CLA isomers are produced by the bio-hydrogenation of linoleic acid by rumen bacteria, and they are also produced in animal tissues; in fact, by far the majority is produced in the tissues. The variation of CLA in milk is high, ranging between about 3 to 6 mg CLA per gram of milk fatty acids and the reasons for the high variation are not well understood. The CLA contents of milk are usually higher on pasture grazing systems than on TMR systems or preserved forages but even on pastures the contents vary considerably, apparently in relation to season, time of day (morning vs evening milk) and quality of the pasture. The contents can be increased by supplementing cows with oils such as canola, particularly if the oil is protected from rumen bacterial action and then absorbed from the small intestine. Presumably this technique provides more precursors for synthesis of CLA in the tissues.
A number of feeding trials have shown that when supplementing with CLA, milk production and feed conversion ratio benefit and milk fat content declines.
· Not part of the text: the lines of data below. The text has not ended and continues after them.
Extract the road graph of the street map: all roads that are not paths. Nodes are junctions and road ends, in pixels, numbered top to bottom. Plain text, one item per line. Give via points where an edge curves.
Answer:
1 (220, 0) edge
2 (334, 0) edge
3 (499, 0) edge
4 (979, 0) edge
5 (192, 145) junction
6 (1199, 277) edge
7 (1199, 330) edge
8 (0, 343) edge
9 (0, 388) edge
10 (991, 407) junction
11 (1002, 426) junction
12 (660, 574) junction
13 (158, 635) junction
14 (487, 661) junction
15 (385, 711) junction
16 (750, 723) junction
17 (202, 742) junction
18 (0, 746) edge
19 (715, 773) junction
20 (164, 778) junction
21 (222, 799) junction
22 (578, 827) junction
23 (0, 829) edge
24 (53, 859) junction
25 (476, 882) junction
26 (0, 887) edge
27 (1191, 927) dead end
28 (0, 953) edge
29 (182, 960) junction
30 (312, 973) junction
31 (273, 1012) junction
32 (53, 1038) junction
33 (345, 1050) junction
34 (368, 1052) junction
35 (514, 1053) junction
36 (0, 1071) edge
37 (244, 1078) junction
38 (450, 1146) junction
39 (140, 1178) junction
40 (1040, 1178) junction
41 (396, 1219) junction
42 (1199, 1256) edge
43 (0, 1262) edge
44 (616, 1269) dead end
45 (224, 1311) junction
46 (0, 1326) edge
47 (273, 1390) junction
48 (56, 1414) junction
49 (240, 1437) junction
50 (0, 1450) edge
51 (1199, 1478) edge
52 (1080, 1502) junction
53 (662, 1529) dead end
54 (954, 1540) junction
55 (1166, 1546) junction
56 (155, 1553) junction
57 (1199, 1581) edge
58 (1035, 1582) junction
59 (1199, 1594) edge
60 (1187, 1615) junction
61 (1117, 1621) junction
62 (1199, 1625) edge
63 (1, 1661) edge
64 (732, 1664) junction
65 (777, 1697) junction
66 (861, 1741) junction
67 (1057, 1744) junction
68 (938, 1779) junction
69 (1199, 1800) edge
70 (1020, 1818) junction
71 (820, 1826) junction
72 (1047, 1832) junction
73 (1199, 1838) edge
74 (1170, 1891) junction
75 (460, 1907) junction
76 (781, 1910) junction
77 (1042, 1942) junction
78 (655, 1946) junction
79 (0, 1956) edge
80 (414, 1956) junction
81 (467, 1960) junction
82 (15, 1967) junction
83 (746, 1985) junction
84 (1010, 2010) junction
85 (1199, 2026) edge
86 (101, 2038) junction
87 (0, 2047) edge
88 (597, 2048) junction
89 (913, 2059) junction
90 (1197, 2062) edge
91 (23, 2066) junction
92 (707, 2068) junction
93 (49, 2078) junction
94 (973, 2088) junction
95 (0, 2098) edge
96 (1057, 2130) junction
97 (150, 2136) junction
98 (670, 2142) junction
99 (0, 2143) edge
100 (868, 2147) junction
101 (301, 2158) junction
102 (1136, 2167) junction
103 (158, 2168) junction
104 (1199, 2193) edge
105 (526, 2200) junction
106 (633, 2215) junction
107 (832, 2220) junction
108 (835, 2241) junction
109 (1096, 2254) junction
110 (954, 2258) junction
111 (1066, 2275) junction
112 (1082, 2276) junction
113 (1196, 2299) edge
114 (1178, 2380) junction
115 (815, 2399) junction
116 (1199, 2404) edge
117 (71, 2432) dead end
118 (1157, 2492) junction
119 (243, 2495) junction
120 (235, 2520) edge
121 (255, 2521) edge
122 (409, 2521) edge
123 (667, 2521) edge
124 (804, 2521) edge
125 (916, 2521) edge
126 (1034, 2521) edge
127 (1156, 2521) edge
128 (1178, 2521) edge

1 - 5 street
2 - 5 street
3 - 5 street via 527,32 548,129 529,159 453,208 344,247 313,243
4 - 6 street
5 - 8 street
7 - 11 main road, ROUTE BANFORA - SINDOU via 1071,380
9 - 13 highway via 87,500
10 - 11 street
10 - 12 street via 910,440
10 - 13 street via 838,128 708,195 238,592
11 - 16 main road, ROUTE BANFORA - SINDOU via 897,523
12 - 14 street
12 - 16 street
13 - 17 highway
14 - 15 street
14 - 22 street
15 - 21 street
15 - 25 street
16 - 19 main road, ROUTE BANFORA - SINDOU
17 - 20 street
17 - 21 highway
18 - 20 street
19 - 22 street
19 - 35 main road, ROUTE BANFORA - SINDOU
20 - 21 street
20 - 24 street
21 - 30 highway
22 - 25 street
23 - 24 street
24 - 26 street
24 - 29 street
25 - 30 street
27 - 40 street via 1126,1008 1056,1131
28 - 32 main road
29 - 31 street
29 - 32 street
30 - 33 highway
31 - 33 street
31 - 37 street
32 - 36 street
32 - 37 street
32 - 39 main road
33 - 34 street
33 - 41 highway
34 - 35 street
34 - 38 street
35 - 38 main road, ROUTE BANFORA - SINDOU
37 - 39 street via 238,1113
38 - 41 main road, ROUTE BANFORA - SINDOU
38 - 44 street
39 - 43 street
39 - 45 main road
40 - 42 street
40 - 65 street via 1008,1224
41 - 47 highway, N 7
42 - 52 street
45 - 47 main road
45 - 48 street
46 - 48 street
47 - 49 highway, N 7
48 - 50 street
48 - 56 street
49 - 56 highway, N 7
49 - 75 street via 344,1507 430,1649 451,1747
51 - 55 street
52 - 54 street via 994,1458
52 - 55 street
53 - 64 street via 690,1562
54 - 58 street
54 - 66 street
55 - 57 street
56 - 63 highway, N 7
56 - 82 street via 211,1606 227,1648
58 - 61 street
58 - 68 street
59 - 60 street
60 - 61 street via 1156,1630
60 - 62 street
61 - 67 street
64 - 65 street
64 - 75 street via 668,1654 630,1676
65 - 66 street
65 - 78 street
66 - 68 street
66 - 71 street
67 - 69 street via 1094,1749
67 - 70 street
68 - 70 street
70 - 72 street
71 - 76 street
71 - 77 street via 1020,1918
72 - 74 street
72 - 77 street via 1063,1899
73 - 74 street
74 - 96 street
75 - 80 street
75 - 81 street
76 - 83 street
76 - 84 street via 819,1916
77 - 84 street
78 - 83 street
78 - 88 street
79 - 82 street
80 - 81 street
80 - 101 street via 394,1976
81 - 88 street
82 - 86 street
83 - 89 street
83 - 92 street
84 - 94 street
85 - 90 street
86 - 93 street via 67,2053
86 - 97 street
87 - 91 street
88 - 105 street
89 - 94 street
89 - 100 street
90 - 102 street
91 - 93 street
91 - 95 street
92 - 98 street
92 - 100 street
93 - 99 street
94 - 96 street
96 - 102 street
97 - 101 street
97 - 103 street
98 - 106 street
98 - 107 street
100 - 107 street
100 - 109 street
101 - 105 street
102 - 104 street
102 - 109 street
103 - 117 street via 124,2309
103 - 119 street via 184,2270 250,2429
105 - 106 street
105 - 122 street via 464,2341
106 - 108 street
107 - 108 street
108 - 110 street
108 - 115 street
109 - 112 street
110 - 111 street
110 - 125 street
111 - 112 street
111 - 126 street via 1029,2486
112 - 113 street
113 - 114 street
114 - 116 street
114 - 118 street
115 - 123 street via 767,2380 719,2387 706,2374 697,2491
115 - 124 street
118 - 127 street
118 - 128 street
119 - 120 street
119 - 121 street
Similarly, when pigs are supplemented with CLA in the feed, growth and the feed conversion ratio benefit because more protein (lean meat) and less fat is produced. The net effect is not more CLA in milk or carcass fat, but the farmer benefits because of more efficient production. These are surprising results, but illustrate that CLA produced in the tissues are used for a vast number of metabolic and physiological functions in the animal body which may have preference to milk fat synthesis. Nevertheless, some oil seed supplements have shown increases in milk fat CLA contents, but the predictability of the response appear low. Being the case, and given the fact that fat of milk in the market is reduced to 2% or to fat-free (which reduces the CLA content accordingly), one wonders whether the easier option is not to fortify the end product, rather than try to do it through the cow. More studies in this context are required.
Bernal-Santos, G. et al., 2003. Production responses of dairy cows to dietary supplementation with conjugated linoleic acid (CLA) during the transition period and early lactation. J. Dairy Sci. 86, 3218-3228.
De Veth, M.J. et al., 2006. Response to conjugated linoleic acid in dairy cows differing in energy and protein status. J. Dairy Sci. 89, 4620-4631.
Dhiman, T.R. et al., 2000 Conjugated linoleic acid (CLA) content of milk from cows offered diets rich in linoleic and linolenic acid. J. Dairy Sci. 83, 1016-1027.
Dugan, M.E.R. et al., 2001. Effects of feeding different levels of conjugated linolenic acid and total oil to pigs on live animal performance and carcass composition. Can. J. Anim. Sci. 68, 761-767.
Griinari, J.M. et al., 2000. Conjugated linoleic acid is synthesised endogenously in lactating dairy cows by Δ9 – desaturase. J. Nutr. 130, 2285-2291.
Lawson, R.E. et al., 2001. The role of dairy products in supplying conjugated linoleic acid to man’s diet: A review. Nutr. Res. Reviews 14, 153-172.
Lin, H. et al., 1995. Survey of the conjugated linoleic acid contents of dairy products. J. Dairy Sci. 78, 2358-2365.
Palmquist, D.L., 2001. Ruminal and endogenous synthesis of CLA in cows. Austr. J. Dairy Technol. 56, 134-136.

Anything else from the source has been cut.